Yet the act of capturing the physical and spiritual attributes of a given team is nothing if not a fine art. Merely snapping a picture of a group of men standing next to each other in the same outfit is only the beginning. There are many other things to consider if you want to create a truly epic team photo, so to illustrate that point we’ve put together a special Football Attic Guide for anyone needing to know how to do it right.
Right: Manchester United Wrong: Notts County |
To begin with, choose your subjects well. Obviously you’ll need at least 11 players, but you may wish to assemble a full squad, in which case a sense of strength and superiority can be implied through association with massed army ranks.
It’s also worth considering whether or not to include the manager, trainers, coaches and other hangers-on as too many people can make the shot look overcrowded. Let’s face it: who wants to see the club secretary?
An additional point: Make sure your team are smart, properly washed and groomed to create a positive image. Persuading your long-haired loons to take a haircut isn't compulsory, but in some cases it can make the overall picture look much tidier. Or to put it another way, if an Arsenal-era Charlie George makes his way in front of the camera, tell him to take the afternoon off.
Attic Tip: If your team wears stripes, an abundance of players in your picture can induce vomiting and nausea. Proceed only after seeking medical advice from your GP.
Right: Blackburn Rovers, Bristol City Wrong: Southport, Sunderland. |
The traditional approach is, of course, to have two or three rows of players, each one ascending in height to create a pleasing image. This has become the de facto way to present your team picture over many decades, but with a little creativity and originality, new life can be breathed into the old format.
Take the camera angle, for instance. Instead of positioning the camera centrally in front of your subjects, put it to the left or right and arrange your players to stand in a line. The sense of perspective will draw the viewer’s eye towards a non-existent imaginary point in the distance, thereby creating depth.
Similarly, elevating the camera to look down on your team, if arranged correctly can be a welcome change from the traditional seated-and-standing approach. Here, sensible experimentation is encouraged.
Attic Tip: Under no circumstances be tempted to arrange your team like a set of ten-pin bowling skittles. It’s not clever and it’s not funny.
Right: Everton, Ipswich Town. Wrong: Seattle Sounders, Houston Hurricane |
It was Clement Attlee’s Labour government of 1945 that passed a law stating that all football team photographs had to be taken in a footballing environment, be it “a stadium, a training pitch or, if no alternative exists, an indoor training facility.” Apparently. That’s why most team photos look the same.
And why not - it’s where your team look at its most natural, its most jovial and its most believable. It’s for that reason why - and we’re sorry to say this - experimentation must never be considered.

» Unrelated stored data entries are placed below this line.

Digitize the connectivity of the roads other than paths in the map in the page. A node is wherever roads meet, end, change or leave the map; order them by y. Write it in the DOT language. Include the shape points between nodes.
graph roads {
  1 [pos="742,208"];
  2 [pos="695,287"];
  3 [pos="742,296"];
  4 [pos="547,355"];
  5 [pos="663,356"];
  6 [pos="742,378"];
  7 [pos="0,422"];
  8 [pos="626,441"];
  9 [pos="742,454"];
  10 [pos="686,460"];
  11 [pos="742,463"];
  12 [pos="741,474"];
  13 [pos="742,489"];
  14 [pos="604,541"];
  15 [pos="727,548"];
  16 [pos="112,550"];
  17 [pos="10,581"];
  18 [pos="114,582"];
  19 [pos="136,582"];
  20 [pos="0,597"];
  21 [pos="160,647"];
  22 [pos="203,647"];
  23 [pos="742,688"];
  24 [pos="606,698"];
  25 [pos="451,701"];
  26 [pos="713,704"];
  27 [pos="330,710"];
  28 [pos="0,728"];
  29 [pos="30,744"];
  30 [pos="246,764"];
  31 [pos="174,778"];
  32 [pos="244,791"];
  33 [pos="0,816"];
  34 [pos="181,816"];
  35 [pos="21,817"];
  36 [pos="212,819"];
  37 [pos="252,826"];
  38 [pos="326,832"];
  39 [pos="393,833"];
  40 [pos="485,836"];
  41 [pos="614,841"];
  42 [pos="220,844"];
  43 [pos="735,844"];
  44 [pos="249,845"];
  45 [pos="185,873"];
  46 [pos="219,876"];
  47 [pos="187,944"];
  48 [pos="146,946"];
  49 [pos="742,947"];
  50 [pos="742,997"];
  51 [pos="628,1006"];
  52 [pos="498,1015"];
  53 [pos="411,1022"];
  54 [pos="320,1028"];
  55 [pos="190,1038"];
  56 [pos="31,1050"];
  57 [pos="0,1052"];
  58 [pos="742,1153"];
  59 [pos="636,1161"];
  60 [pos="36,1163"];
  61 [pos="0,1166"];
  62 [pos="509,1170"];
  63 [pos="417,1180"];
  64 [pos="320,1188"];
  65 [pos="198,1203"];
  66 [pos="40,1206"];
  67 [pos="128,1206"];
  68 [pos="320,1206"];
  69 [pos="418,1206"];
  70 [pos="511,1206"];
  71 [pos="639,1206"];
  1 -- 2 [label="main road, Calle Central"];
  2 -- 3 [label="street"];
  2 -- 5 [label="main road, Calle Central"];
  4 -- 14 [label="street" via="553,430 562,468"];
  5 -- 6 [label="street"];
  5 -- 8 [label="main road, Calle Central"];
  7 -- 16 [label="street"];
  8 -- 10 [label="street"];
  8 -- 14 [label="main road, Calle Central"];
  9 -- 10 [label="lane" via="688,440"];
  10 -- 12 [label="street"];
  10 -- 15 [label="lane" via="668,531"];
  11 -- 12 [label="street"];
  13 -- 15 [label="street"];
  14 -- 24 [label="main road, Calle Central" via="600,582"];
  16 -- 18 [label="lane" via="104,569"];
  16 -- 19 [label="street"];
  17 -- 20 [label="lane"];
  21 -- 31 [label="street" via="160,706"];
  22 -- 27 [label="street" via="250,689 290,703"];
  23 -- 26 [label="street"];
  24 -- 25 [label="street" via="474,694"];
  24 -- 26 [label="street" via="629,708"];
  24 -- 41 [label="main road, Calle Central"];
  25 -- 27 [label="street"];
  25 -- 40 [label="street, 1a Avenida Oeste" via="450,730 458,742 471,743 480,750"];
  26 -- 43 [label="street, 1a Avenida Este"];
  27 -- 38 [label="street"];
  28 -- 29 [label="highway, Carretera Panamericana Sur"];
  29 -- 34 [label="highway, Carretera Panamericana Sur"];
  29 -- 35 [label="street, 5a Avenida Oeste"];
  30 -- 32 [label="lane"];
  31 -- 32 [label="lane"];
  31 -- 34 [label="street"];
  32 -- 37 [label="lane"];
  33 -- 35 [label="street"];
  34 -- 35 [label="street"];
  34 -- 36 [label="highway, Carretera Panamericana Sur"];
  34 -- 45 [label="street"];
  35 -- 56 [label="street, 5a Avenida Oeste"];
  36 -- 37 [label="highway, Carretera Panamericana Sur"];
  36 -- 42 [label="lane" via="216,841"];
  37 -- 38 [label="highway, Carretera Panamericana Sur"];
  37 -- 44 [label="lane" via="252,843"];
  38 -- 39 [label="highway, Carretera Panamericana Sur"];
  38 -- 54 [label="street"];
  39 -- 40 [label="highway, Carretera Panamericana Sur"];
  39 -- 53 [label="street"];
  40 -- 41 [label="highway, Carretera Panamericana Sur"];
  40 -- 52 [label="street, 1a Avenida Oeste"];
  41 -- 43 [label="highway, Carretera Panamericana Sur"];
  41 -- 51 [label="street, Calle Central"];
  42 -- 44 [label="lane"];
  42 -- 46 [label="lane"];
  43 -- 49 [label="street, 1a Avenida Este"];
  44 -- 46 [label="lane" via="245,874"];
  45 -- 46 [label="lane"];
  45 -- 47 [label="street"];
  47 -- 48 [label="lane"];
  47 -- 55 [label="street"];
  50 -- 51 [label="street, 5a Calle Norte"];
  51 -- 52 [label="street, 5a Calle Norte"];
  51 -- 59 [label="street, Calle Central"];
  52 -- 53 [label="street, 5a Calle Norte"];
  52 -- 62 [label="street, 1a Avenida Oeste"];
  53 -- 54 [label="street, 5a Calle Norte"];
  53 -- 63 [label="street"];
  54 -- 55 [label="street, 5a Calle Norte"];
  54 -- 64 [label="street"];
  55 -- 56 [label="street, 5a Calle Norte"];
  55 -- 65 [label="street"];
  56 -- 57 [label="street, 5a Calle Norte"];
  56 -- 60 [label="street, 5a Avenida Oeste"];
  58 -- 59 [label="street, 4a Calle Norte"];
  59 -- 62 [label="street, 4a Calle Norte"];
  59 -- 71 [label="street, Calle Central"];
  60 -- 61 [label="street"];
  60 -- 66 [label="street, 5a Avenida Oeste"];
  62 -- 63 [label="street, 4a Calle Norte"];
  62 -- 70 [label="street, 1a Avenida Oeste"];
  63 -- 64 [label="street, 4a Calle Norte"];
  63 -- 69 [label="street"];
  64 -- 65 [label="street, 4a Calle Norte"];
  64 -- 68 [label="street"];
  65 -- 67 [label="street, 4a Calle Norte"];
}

The moment you take the team away from the pitch, you take away its sense of meaning - its raison d'ĂȘtre, if you will. Shipping your players to a strange and inappropriate venue only causes confusion and anxiety for the people looking at your photo. It may seem harsh to be so strict about these things, but believe us, it’s worth it in the long run.
Attic Tip: Putting your team on an airport runway or in a verdant sub-tropical scenario is something you’ll regret for the rest of your days as a team photographer. Please don’t.
Right: Walsall Wrong: AFC Bournemouth |
If you’re going to mark the occasion with a commemorative photograph, tell your team to make the effort and put their brand new kit on. It’ll show up lovely in the final prints, it really will. Failing that, last season’s jaded old kit will do, but looking smart is the key and there’s no excuses for scruffiness.
Having said all that, wearing a new kit for the team pic can backfire on you. If it happens to be lary, flash or in any way extravagant, it’ll be immortalised for years to come on football nostalgia blogsites where it’ll be made fun of in a cruel and relentless way. Possibly.
Due care must therefore be taken in deciding exactly which kit to wear on the big day and if anyone suggests wearing suits instead of playing kit, kindly tell them where to go. This is a place for tracksuits at best - not an off-the-peg number from Next.
Attic Tip: If your kit looks like it doesn't belong to any particular era you can think of or has been chosen as the winner of a Blue Peter ‘Design a Football Kit’ competition, it’s probably best to leave it in the changing room.
Right: Manchester City. Wrong: Wolverhampton Wanderers |
Finally, if you've got the location right, the outfits right, the people right and the composition right, all you need do is consider the final cherry on the cake that can make or break a picture.
In a word, trophies. To give the impression that your team is successful (even if it’s not), do yourself a favour and find as many trophies as you can. They don’t even have to be related to football - just find something that you can put on the ground in front of the team to show they’re really going places.
Nothing impresses like success but though it’s great to be able to show off a European Cup or a Premier League trophy, not everyone can do so. That’s why it’s good to take a walk down to your local pub and ask them to borrow that tarnished old cup you won for winning the darts tournament six years ago or that wooden shield with the shiny engraved name plates all over it. No-one will ever know the difference and you might just attract the attention of an interested foreign investor to your club.